Perché abbiamo ritenuto giusto appoggiare lo sciopero del personale scolastico?
- Perché con un contratto scaduto nel 2018, gli stipendi fermi al 2008 e un tasso di precariato di oltre il 20%, si lede la dignità dei lavoratori e delle lavoratrici e si abbatte la qualità del servizio scolastico. Per le 250mila persone precarie non è stato previsto un sistema strutturale di abilitazione e assorbimento, come non è ancora previsto un sistema di formazione e reclutamento degno di questo nome per le nuove leve. Il precariato ha un effetto deleterio sulla continuità didattica. Come possono precari che – quando va bene – cambiano classe una volta l’anno, garantire quel servizio continuativo che solo può produrre risultati pedagogici concreti? A fare le spese dell’altissima rotazione sono in particolare i “ghetti” scolastici – i professionali – e gli alunni con disabilità o disturbi dell’apprendimento, seguiti dagli insegnanti di sostegno, che spesso scontano un’assenza di percorsi formativi seri.
Con la mobilitazione di oggi abbiamo chiesto il rinnovo immediato del CCNL e l’adeguamento degli stipendi alla media europea; l’assegnazione in forma stabile di ogni posto disponibile in organico, un piano di assorbimento del precariato e un percorso di formazione e reclutamento annuale dei nuovi docenti; una formazione retribuita in orario di lavoro. -
Perché manca del tutto un ragionamento sulla sicurezza.
La vaccinazione di massa è stata e resta fondamentale, ma non sufficiente. La foglia di fico del Green pass ha cancellato qualsiasi riflessione sulle classi pollaio, sui tamponi e su un tracciamento efficace, come sulla presenza di enormi problemi strutturali. Un esempio macroscopico: l’aerazione nella maggior-parte delle scuole avviene tramite l’apertura delle finestre, cosa che in pieno inverno non può che favorire l’insorgere di malattie, e questo perché nella maggior parte delle scuole mancano moderni impianti di aerazione.
Abbiamo chiesto la tutela della salute di lavoratori e studenti, più efficaci misure di contenimento dei contagi attraverso: un legame più stretto tra scuola e medicina territoriale; l’adozione di valide misure di protezione individuale e distanziamento, sanificazione e ventilazione forzata degli ambienti; produzione massiccia di tamponi pubblici interventi volti a garantire un distanziamento reale, scuole a norma: non vogliamo ammalarci a scuola! -
Perché c’è un’assenza totale di un’idea di scuola come istituto di cultura di tutti e tutte.
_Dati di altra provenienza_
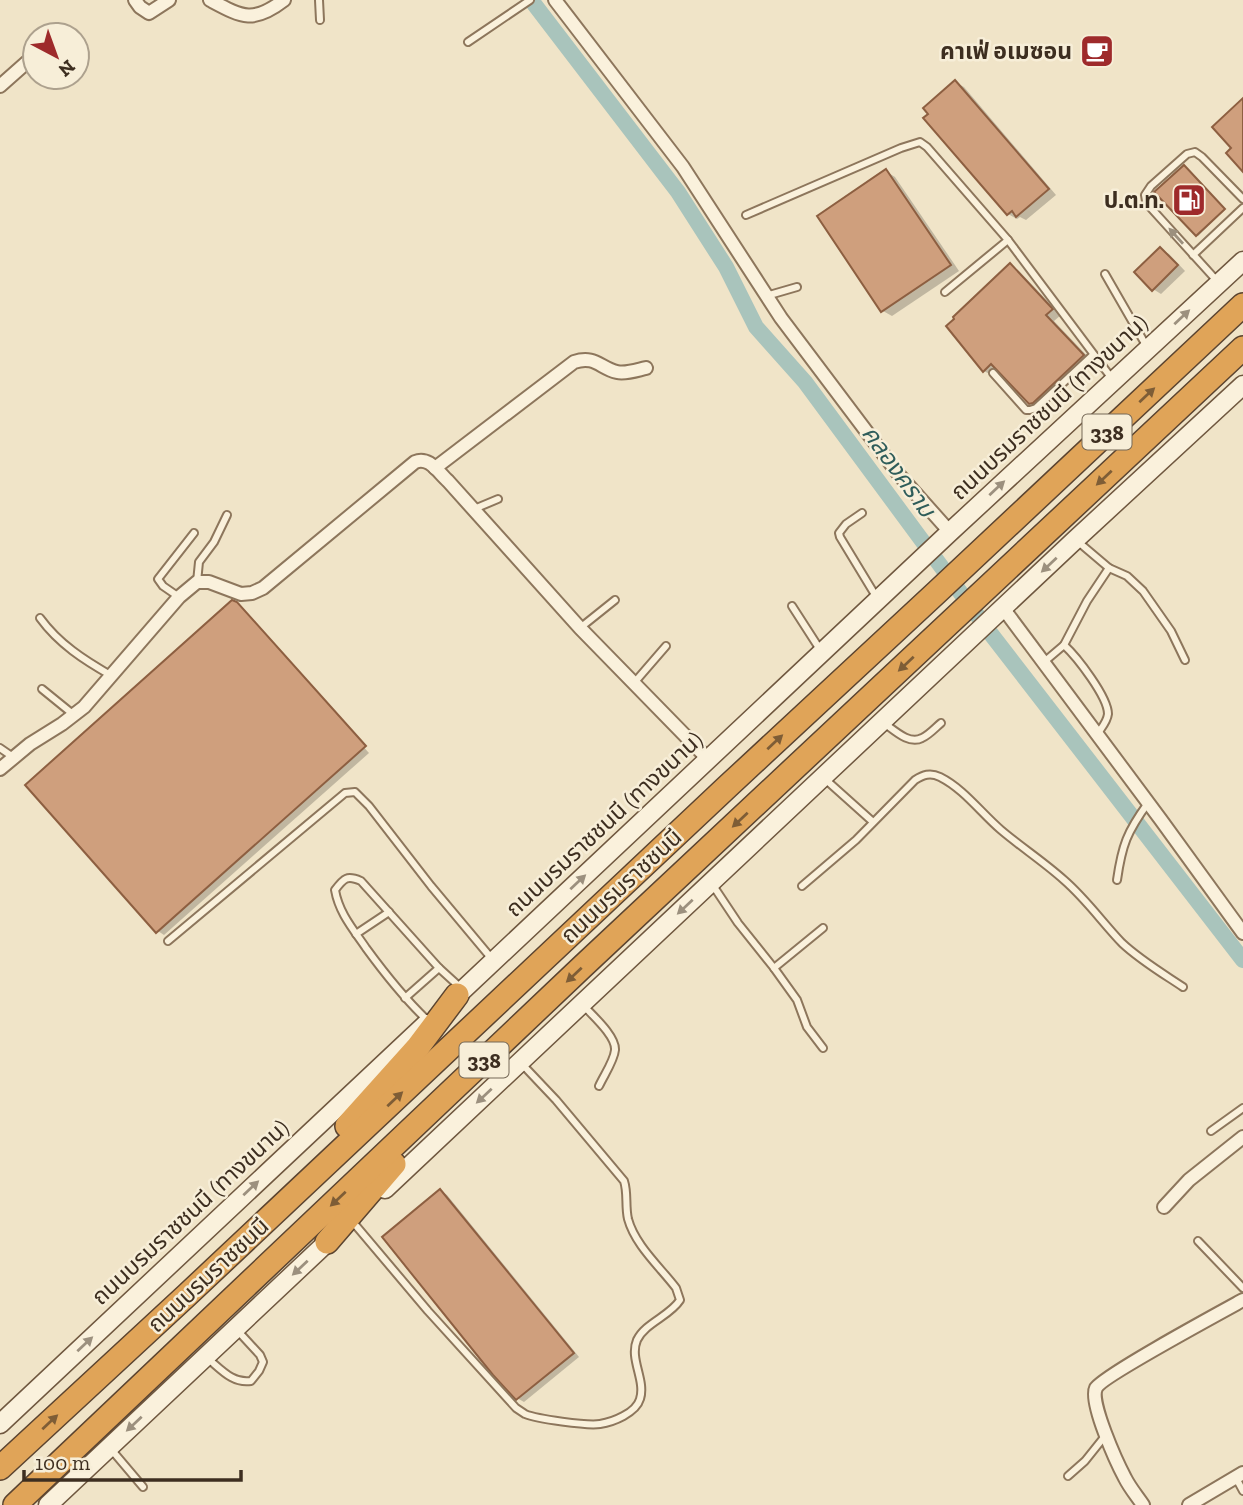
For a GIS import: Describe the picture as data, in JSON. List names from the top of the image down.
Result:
{
  "streets": {
    "highway": ["338", "ถนนบรมราชชนนี"],
    "main road": ["ถนนบรมราชชนนี (ทางขนาน)"]
  },
  "water": ["คลองคราม"],
  "places": {
    "cafe": ["คาเฟ่ อเมซอน"],
    "fuel station": ["ป.ต.ท."]
  },
  "scale_bar": "100 m",
  "north": "bottom right"
}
La scuola viene ormai vista unicamente come strumento di avviamento al lavoro e di selezione tra studenti e lo hanno ben capito tutte e tutti quegli studenti che in questi ultimi mesi stanno occupando i licei romani. Ed è partendo proprio dalle rivendicazioni dei più giovani che abbiamo chiesto il recupero di una concezione di scuola di tutti e tutte, che punti a costruire un nuovo umanesimo, senza ghetti né culture di serie A e di serie B, che sia in grado di non lasciare indietro nessuno. Per questo ci siamo opposti e continueremo a farlo, all’Autonomia differenziata e ad ogni forma di regionalizzazione della scuola e dei servizi pubblici.